Stored entries:
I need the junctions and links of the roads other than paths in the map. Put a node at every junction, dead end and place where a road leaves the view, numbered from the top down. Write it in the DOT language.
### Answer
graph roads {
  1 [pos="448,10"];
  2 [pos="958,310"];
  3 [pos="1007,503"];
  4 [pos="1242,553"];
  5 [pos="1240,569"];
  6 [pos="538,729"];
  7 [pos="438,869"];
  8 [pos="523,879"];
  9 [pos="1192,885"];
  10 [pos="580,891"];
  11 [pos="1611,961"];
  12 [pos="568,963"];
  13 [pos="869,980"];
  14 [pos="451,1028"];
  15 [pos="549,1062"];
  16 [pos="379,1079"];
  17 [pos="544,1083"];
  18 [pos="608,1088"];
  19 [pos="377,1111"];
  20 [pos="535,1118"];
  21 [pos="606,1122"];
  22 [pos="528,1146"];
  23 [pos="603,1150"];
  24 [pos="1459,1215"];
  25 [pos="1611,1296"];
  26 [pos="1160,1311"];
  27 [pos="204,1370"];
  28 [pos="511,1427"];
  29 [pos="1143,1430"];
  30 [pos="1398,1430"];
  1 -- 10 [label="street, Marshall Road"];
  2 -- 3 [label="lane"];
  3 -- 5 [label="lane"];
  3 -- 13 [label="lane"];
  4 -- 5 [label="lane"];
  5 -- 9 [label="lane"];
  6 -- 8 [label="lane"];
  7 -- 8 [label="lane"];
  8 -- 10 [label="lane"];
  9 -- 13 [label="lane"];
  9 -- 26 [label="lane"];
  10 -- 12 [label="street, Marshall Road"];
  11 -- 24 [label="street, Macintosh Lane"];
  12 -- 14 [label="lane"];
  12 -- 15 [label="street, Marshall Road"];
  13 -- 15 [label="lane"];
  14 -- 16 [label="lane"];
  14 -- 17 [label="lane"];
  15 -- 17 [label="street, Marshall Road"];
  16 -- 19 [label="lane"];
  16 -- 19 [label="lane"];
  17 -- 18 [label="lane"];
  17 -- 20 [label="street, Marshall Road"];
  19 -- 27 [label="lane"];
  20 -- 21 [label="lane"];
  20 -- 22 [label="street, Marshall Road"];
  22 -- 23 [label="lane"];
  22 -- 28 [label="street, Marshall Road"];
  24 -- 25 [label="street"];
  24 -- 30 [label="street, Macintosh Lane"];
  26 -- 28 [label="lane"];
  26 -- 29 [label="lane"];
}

Exercise goal –
Your answer should be every line above that contains the word "Macintosh".

Task output –
  11 -- 24 [label="street, Macintosh Lane"];
  24 -- 30 [label="street, Macintosh Lane"];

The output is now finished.